------ Records for this task
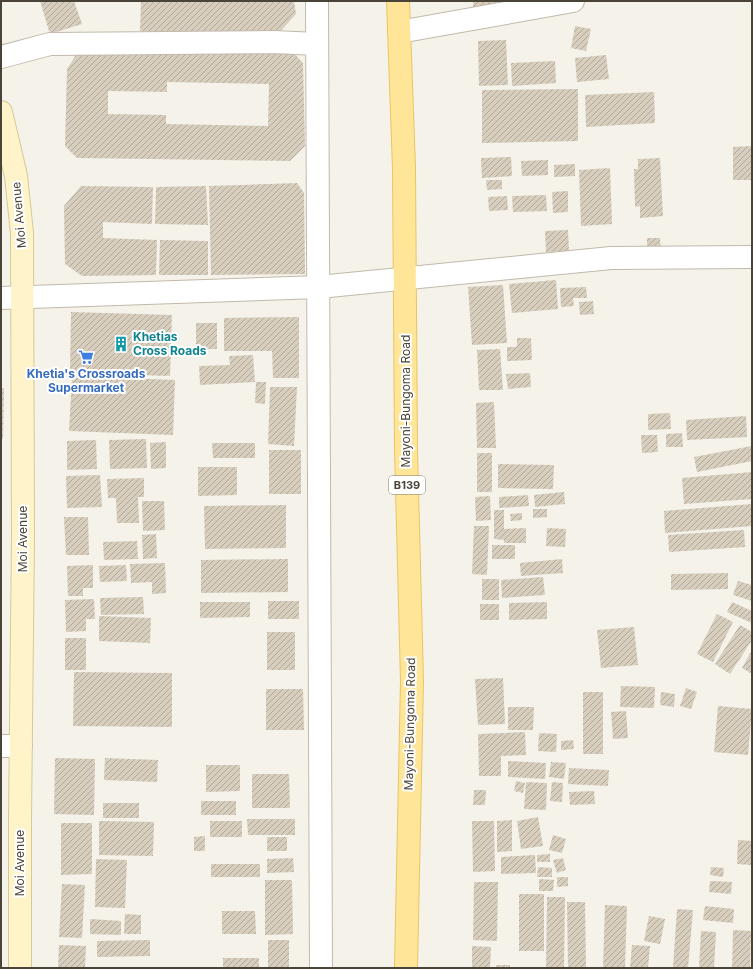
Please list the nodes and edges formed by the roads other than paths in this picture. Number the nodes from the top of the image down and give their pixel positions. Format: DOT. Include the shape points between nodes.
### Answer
graph roads {
  1 [pos="317,1"];
  2 [pos="398,1"];
  3 [pos="573,1"];
  4 [pos="399,32"];
  5 [pos="317,44"];
  6 [pos="1,57"];
  7 [pos="1,112"];
  8 [pos="752,257"];
  9 [pos="405,278"];
  10 [pos="318,287"];
  11 [pos="23,297"];
  12 [pos="1,298"];
  13 [pos="11,746"];
  14 [pos="20,968"];
  15 [pos="321,968"];
  16 [pos="406,968"];
  1 -- 5 [label="street"];
  2 -- 4 [label="main road, Mayoni-Bungoma Road / B139"];
  3 -- 4 [label="street"];
  4 -- 9 [label="main road, Mayoni-Bungoma Road / B139"];
  5 -- 6 [label="street" via="50,44"];
  5 -- 10 [label="street"];
  7 -- 11 [label="street, Moi Avenue" via="16,176 22,233"];
  8 -- 9 [label="street" via="611,258"];
  9 -- 10 [label="street"];
  9 -- 16 [label="main road, Mayoni-Bungoma Road / B139" via="412,681"];
  10 -- 11 [label="street"];
  10 -- 15 [label="street"];
  11 -- 12 [label="street"];
  11 -- 13 [label="street, Moi Avenue" via="24,536"];
  13 -- 14 [label="street, Moi Avenue"];
}
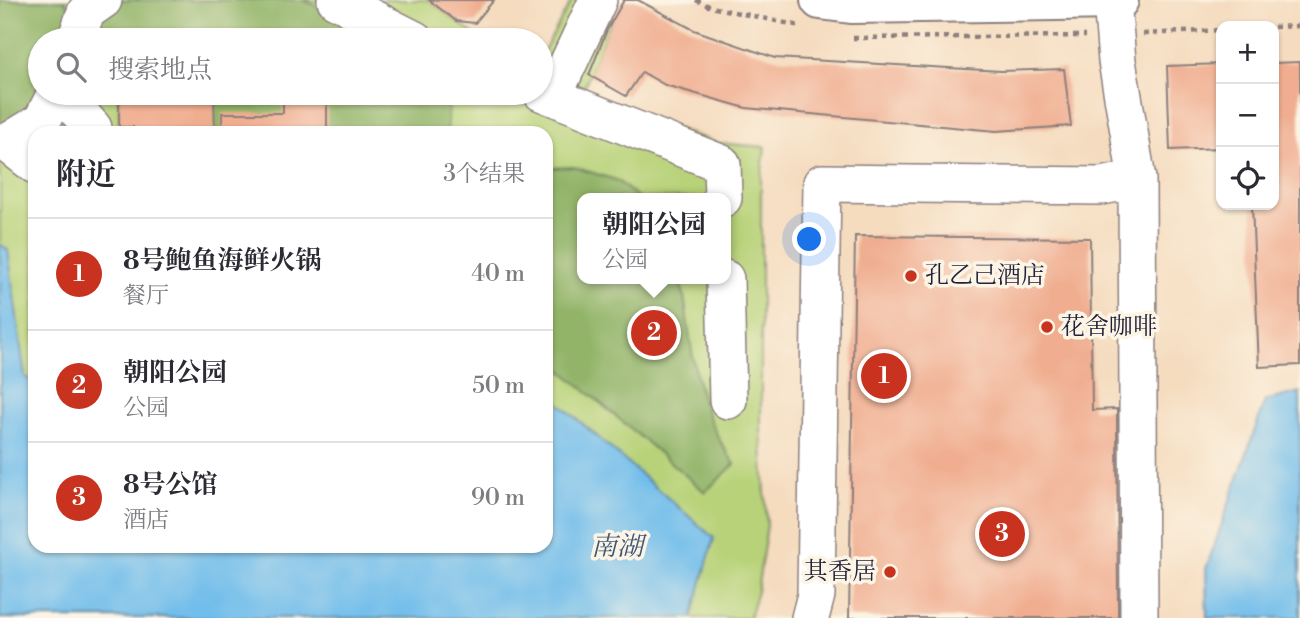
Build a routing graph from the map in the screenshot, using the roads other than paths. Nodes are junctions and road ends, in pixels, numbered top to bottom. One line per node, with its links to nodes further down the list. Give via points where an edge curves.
1 (103, 0): 8 (lane, via 86,12)
2 (337, 0): 9 (lane)
3 (598, 0): 10 (lane)
4 (820, 0): 7 (main road, via 851,4)
5 (1112, 0): 6 (main road); 7 (main road); 18 (lane, via 1116,61)
6 (1119, 0)
7 (1052, 1)
8 (80, 28)
9 (392, 28)
10 (553, 83)
11 (553, 96): 19 (lane, via 722,164)
12 (50, 105): 14 (lane)
13 (73, 105): 15 (lane)
14 (37, 126)
15 (91, 126)
16 (28, 136): 17 (lane)
17 (14, 150)
18 (1137, 179): 22 (lane, via 1102,186 822,183 816,595); 23 (lane)
19 (723, 193)
20 (725, 284): 21 (lane)
21 (728, 400)
22 (810, 618)
23 (1139, 618)

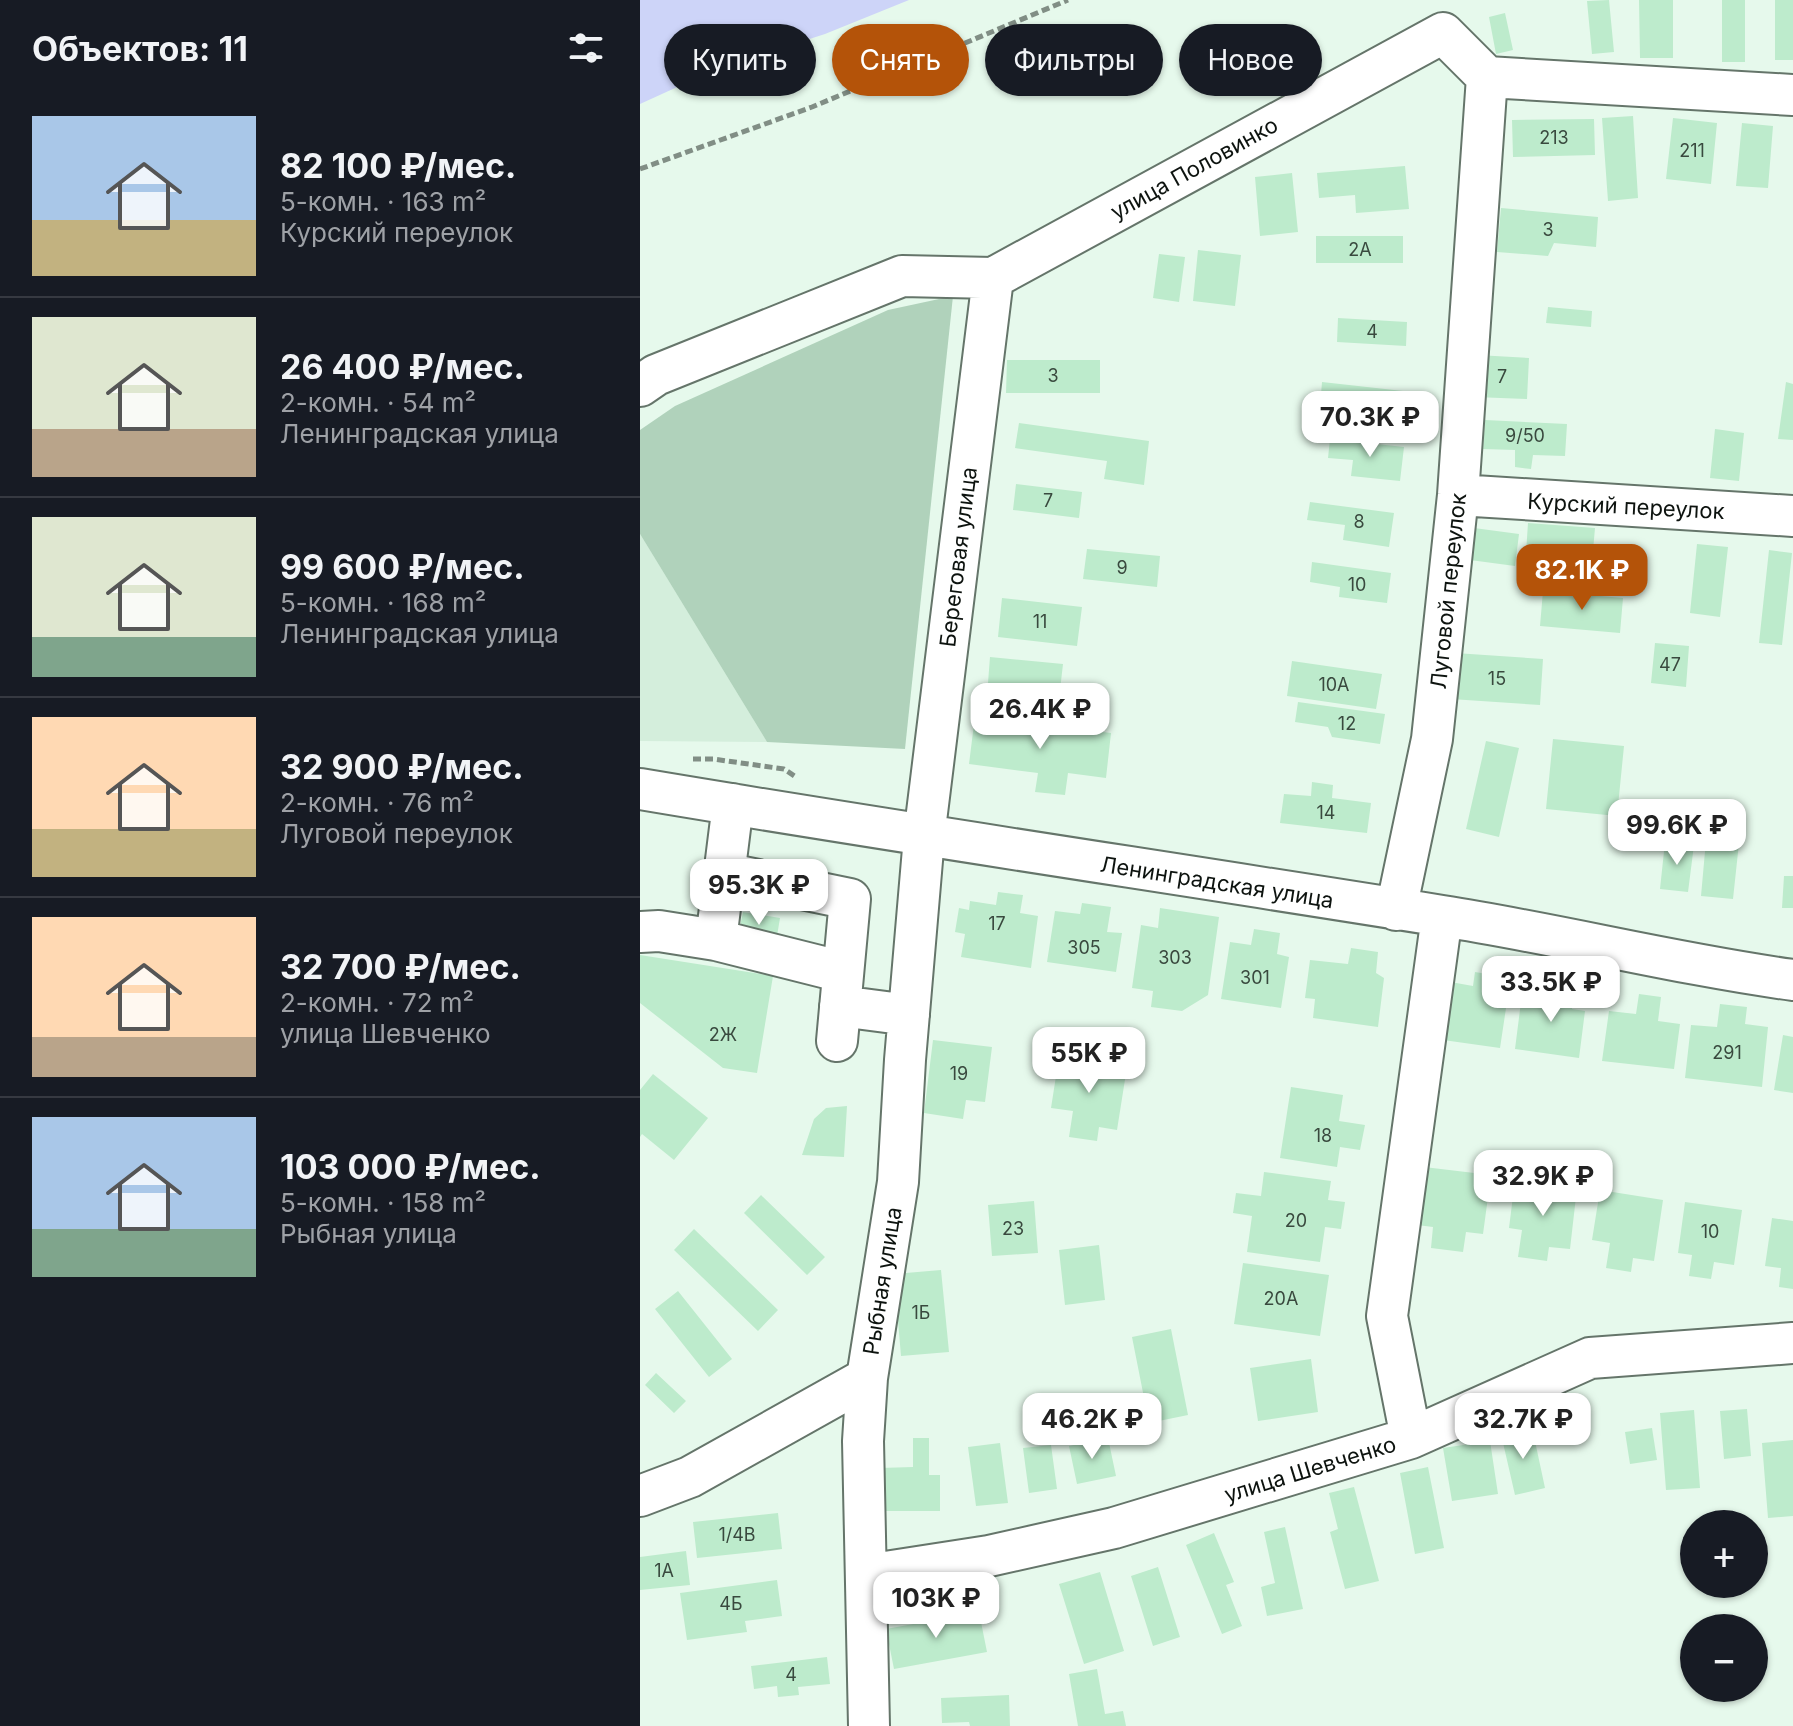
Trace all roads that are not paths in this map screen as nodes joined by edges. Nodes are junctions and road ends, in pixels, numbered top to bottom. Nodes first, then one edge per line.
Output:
1 (1487, 77) junction
2 (1793, 95) edge
3 (993, 278) junction
4 (640, 386) edge
5 (1458, 495) junction
6 (1793, 516) edge
7 (640, 790) edge
8 (733, 804) junction
9 (924, 837) junction
10 (724, 873) junction
11 (1396, 910) junction
12 (1442, 916) junction
13 (640, 932) edge
14 (716, 940) junction
15 (1793, 980) edge
16 (840, 1006) junction
17 (909, 1015) junction
18 (1793, 1343) edge
19 (867, 1378) junction
20 (1411, 1438) junction
21 (640, 1496) edge
22 (866, 1575) junction
23 (869, 1726) edge

1 - 2 street
1 - 3 street, улица Половинко
1 - 5 street, Луговой переулок
3 - 4 street, улица Половинко
3 - 9 street, Береговая улица
5 - 6 street, Курский переулок
5 - 11 street, Луговой переулок
7 - 8 street, Ленинградская улица
8 - 9 street, Ленинградская улица
8 - 10 street
9 - 11 street, Ленинградская улица
9 - 17 street, Рыбная улица
10 - 14 street
10 - 16 street
11 - 12 street, Ленинградская улица
12 - 15 street, Ленинградская улица
12 - 20 street
13 - 14 street
14 - 16 street
16 - 17 street
17 - 19 street, Рыбная улица
18 - 20 street, улица Шевченко
19 - 21 street
19 - 22 street, Рыбная улица
20 - 22 street, улица Шевченко
22 - 23 street, Рыбная улица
------------
◆ **Your assignment**: Using the entries above, extract exactly the lines from the one that contains "Build a routing" through the one that contains "Trace all roads". Do not carry over any pictures.

◆ **Output for this task**:
Build a routing graph from the map in the screenshot, using the roads other than paths. Nodes are junctions and road ends, in pixels, numbered top to bottom. One line per node, with its links to nodes further down the list. Give via points where an edge curves.
1 (103, 0): 8 (lane, via 86,12)
2 (337, 0): 9 (lane)
3 (598, 0): 10 (lane)
4 (820, 0): 7 (main road, via 851,4)
5 (1112, 0): 6 (main road); 7 (main road); 18 (lane, via 1116,61)
6 (1119, 0)
7 (1052, 1)
8 (80, 28)
9 (392, 28)
10 (553, 83)
11 (553, 96): 19 (lane, via 722,164)
12 (50, 105): 14 (lane)
13 (73, 105): 15 (lane)
14 (37, 126)
15 (91, 126)
16 (28, 136): 17 (lane)
17 (14, 150)
18 (1137, 179): 22 (lane, via 1102,186 822,183 816,595); 23 (lane)
19 (723, 193)
20 (725, 284): 21 (lane)
21 (728, 400)
22 (810, 618)
23 (1139, 618)

Trace all roads that are not paths in this map screen as nodes joined by edges. Nodes are junctions and road ends, in pixels, numbered top to bottom. Nodes first, then one edge per line.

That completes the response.